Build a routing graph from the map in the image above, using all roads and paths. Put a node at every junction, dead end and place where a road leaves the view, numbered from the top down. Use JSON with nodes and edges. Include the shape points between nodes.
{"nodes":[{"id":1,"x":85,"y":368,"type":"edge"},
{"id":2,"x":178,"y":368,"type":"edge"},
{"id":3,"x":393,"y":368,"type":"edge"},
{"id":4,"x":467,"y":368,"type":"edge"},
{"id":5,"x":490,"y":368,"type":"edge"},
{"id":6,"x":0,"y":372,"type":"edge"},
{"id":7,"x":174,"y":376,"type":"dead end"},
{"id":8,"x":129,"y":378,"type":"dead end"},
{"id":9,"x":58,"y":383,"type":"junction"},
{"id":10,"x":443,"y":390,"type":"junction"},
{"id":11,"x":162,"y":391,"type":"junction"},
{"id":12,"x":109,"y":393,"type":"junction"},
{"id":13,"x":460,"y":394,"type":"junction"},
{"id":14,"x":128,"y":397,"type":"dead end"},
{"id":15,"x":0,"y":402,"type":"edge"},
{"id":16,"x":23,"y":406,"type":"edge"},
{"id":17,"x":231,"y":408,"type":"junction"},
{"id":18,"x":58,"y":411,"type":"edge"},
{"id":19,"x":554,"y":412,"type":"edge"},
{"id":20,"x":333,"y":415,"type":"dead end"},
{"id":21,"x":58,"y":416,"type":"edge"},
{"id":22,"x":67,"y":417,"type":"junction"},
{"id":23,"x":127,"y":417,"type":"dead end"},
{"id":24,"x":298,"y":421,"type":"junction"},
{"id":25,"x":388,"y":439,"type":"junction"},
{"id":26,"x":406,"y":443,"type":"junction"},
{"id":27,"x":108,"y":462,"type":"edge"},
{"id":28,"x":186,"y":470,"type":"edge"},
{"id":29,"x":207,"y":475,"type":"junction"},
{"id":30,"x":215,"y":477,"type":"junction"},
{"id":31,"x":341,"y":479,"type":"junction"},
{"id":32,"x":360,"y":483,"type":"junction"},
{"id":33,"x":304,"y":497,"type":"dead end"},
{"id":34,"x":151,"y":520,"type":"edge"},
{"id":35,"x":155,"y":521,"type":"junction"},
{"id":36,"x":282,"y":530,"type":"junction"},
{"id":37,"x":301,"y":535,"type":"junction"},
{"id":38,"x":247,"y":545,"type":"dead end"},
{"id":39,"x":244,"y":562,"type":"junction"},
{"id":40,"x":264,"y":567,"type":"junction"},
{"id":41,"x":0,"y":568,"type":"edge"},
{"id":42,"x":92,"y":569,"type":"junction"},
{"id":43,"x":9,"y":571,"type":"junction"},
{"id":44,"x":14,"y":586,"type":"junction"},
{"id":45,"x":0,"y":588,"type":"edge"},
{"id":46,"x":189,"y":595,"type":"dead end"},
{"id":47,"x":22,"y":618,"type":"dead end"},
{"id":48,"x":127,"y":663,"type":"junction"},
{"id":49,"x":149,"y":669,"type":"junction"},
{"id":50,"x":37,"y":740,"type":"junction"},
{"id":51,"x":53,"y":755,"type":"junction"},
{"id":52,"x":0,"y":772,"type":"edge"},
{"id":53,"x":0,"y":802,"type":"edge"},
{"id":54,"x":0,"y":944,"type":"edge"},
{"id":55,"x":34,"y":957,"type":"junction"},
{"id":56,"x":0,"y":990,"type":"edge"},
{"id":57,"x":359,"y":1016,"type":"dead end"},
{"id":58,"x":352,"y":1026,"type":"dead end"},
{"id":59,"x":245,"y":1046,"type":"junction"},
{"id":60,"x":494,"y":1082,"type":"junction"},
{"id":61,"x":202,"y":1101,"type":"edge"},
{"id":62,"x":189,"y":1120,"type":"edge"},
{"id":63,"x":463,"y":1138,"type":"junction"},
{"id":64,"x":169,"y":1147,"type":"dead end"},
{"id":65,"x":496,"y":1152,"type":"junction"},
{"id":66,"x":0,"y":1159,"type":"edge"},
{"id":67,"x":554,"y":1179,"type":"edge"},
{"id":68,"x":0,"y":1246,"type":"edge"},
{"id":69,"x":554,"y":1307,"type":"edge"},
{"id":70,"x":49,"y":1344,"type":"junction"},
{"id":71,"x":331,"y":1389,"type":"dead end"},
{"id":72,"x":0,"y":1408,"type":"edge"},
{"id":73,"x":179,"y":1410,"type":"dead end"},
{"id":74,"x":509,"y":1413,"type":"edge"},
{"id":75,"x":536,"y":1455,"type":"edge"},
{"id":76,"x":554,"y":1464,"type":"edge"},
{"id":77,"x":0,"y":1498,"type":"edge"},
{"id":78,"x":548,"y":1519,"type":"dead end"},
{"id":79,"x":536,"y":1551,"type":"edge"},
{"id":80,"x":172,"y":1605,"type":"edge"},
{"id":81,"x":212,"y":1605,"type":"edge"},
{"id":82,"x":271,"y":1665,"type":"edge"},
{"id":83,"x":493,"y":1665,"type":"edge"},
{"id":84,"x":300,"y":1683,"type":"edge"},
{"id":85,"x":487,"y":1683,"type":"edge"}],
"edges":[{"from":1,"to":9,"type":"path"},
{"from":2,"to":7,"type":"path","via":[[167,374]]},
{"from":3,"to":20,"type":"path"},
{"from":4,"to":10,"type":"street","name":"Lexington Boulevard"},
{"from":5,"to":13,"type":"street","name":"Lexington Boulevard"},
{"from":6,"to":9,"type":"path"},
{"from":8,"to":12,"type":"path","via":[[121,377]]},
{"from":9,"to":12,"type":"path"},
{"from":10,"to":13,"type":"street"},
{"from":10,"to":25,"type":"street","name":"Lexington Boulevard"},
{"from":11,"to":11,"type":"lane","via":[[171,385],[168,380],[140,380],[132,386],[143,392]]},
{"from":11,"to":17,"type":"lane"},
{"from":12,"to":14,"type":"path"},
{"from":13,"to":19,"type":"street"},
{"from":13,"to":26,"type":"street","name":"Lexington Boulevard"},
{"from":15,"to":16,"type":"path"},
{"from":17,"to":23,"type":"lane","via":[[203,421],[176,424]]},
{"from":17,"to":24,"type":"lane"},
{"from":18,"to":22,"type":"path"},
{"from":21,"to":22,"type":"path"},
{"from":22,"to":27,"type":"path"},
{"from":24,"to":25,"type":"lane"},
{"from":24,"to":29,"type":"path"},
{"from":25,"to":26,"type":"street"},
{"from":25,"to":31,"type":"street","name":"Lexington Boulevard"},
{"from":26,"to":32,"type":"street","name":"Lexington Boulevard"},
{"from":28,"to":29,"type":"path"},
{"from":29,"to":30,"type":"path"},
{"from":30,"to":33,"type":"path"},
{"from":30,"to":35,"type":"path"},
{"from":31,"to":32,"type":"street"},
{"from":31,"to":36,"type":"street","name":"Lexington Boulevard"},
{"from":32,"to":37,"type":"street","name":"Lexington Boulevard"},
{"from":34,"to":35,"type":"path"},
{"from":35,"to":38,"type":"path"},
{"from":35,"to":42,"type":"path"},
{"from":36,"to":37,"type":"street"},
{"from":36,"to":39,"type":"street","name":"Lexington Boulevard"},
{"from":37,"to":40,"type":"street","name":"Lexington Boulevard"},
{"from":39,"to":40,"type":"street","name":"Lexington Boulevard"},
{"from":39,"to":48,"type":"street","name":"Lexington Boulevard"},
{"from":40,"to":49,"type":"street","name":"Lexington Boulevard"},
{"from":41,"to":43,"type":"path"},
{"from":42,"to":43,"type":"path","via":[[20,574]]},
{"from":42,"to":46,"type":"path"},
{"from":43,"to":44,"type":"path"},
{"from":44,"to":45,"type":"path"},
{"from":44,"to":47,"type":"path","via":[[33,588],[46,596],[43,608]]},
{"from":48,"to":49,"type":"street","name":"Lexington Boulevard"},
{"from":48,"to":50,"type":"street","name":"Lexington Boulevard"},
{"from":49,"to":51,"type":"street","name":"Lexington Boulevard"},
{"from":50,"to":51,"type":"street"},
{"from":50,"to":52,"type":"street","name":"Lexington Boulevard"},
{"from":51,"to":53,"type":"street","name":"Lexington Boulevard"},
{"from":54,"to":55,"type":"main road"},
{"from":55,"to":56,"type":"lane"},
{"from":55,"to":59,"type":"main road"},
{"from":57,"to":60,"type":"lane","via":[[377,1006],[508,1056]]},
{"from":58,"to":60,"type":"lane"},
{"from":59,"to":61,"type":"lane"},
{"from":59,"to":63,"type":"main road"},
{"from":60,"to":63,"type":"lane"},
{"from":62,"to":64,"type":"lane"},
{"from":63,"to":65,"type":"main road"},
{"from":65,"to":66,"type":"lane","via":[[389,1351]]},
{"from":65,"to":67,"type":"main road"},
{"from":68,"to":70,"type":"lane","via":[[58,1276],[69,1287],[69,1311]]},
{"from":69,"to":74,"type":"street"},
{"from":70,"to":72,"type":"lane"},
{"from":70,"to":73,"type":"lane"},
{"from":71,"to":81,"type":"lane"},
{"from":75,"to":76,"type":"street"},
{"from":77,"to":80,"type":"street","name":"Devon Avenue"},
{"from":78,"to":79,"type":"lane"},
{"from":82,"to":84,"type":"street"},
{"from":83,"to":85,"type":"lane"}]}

● Goal of the exercise: Match on "road" and report each line of the data above that has it.

● Answer:
Build a routing graph from the map in the image above, using all roads and paths. Put a node at every junction, dead end and place where a road leaves the view, numbered from the top down. Use JSON with nodes and edges. Include the shape points between nodes.
{"from":54,"to":55,"type":"main road"},
{"from":55,"to":59,"type":"main road"},
{"from":59,"to":63,"type":"main road"},
{"from":63,"to":65,"type":"main road"},
{"from":65,"to":67,"type":"main road"},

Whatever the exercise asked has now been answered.